Usage: dedupefs_check_cache [OPTIONS] <SOURCE>

Arguments:
  <SOURCE>
          Source directory to deduped files

Options:
      --cache-file <CACHE_FILE>
          Path to cache file
          
          Can be used multiple times. The files are read in reverse order, so they should be sorted with the most accurate ones in the beginning. They will only be read, not written.

      --declutter-levels <DECLUTTER_LEVELS>
          Declutter files into this many subdirectory levels
          
          [default: 3]

  -h, --help
          Print help (see a summary with '-h')

  -V, --version
          Print version
```

### Create Cache

<!--% !cargo --quiet run --bin dedupefs_create_cache -- --help %-->

```text
Only create cache file without actually mounting.

Usage: dedupefs_create_cache [OPTIONS] <SOURCE>

Arguments:
  <SOURCE>
          Source directory

Options:
      --cache-file <CACHE_FILE>
          Path to cache file
          
          Can be used multiple times. The files are read in reverse order, so they should be sorted with the most accurate ones in the beginning. The first given will be written.

      --hashing-algorithm <HASHING_ALGORITHM>
          Hashing algorithm to use for chunk filenames
          
          [default: sha1]
          [possible values: md5, sha1, sha256, sha512]

      --declutter-levels <DECLUTTER_LEVELS>
          Declutter files into this many subdirectory levels
          
          [default: 3]

  -h, --help
          Print help (see a summary with '-h')

  -V, --version
          Print version
```

### Delete Extra Files

<!--% !cargo --quiet run --bin dedupefs_delete_extra_files -- --help %-->

```text
Delete files not present in any cache files.

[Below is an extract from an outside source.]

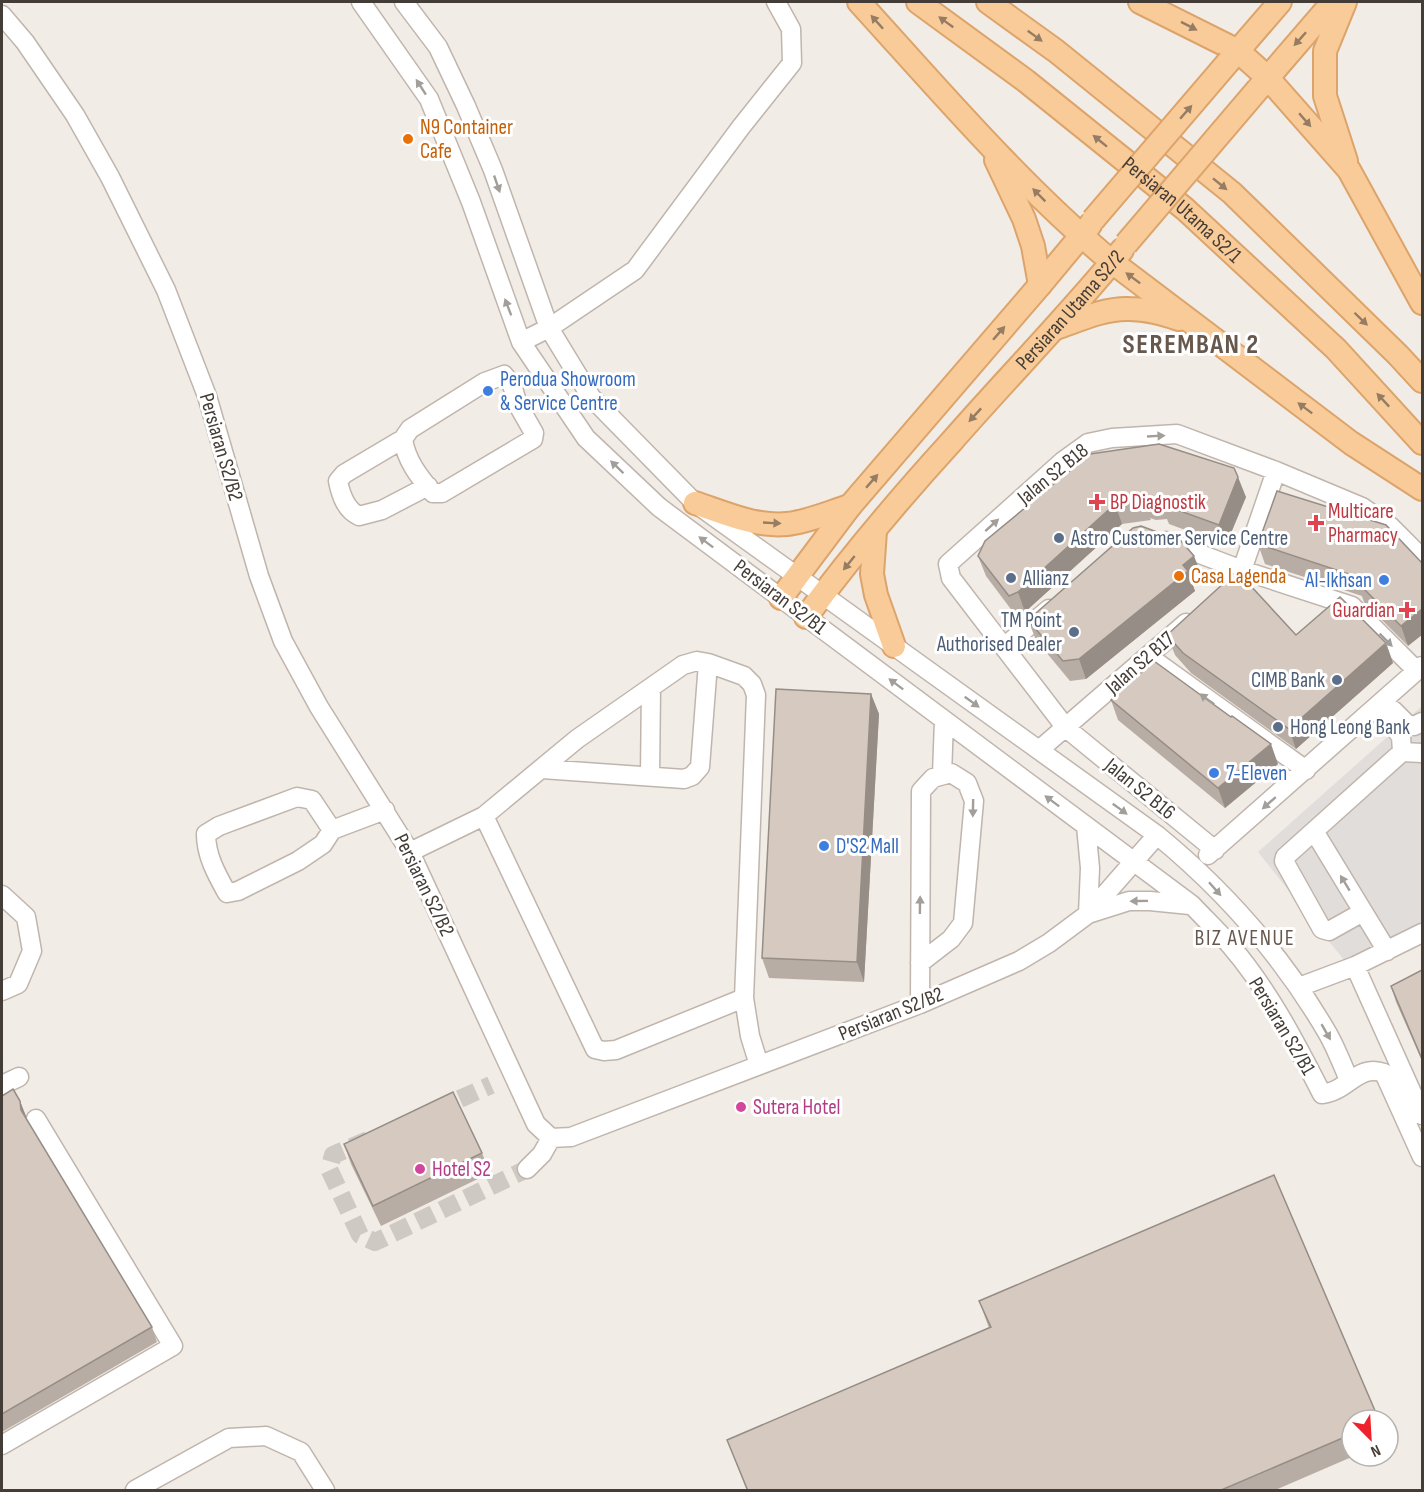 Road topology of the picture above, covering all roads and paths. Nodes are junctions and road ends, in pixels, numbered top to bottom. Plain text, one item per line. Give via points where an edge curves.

Usage: dedupefs_delete_extra_files [OPTIONS] <SOURCE>

Arguments:
  <SOURCE>
          Source directory

Options:
      --cache-file <CACHE_FILE>
          Path to cache file
          
          Can be used multiple times. The files are read in reverse order, so they should be sorted with the most accurate ones in the beginning. They will only be read, not written.

  -v
          List deleted files

  -f
          Force deletion

      --declutter-levels <DECLUTTER_LEVELS>
          Declutter files into this many subdirectory levels
          
          [default: 3]

  -h, --help
          Print help (see a summary with '-h')

  -V, --version
          Print version
```

### List Extra Files

<!--% !cargo --quiet run --bin dedupefs_list_extra_files -- --help %-->

```text
List files not present in any cache files.

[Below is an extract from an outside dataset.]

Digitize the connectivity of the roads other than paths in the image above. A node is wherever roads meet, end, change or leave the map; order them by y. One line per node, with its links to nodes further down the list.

Usage: dedupefs_list_extra_files [OPTIONS] <SOURCE>

Arguments:
  <SOURCE>
          Source directory

Options:
      --cache-file <CACHE_FILE>
          Path to cache file
          
          Can be used multiple times. The files are read in reverse order, so they should be sorted with the most accurate ones in the beginning. They will only be read, not written.

  -0
          Separate file names with null character instead of newline

      --declutter-levels <DECLUTTER_LEVELS>
          Declutter files into this many subdirectory levels
          
          [default: 3]

  -h, --help
          Print help (see a summary with '-h')

  -V, --version
          Print version
```

### List Missing Chunks

<!--% !cargo --quiet run --bin dedupefs_list_missing_chunks -- --help %-->

```text
List chunks from cache files that are not present in the source directory.

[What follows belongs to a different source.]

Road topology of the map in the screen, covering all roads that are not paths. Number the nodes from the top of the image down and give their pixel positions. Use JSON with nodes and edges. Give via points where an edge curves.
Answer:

Usage: dedupefs_list_missing_chunks [OPTIONS] <SOURCE>

Arguments:
  <SOURCE>
          Source directory

Options:
      --cache-file <CACHE_FILE>
          Path to cache file
          
          Can be used multiple times. The files are read in reverse order, so they should be sorted with the most accurate ones in the beginning. They will only be read, not written.

      --with-reason
          Also display the reason for the missing or invalid chunk

  -0
          Separate file names with null character instead of newline

  -h, --help
          Print help (see a summary with '-h')

  -V, --version
          Print version
```

## TODO

- Make chunk size configurable (via *Crazy Deduper*, fixed to 1MB at the moment).
- Provide better documentation with examples and use case descriptions.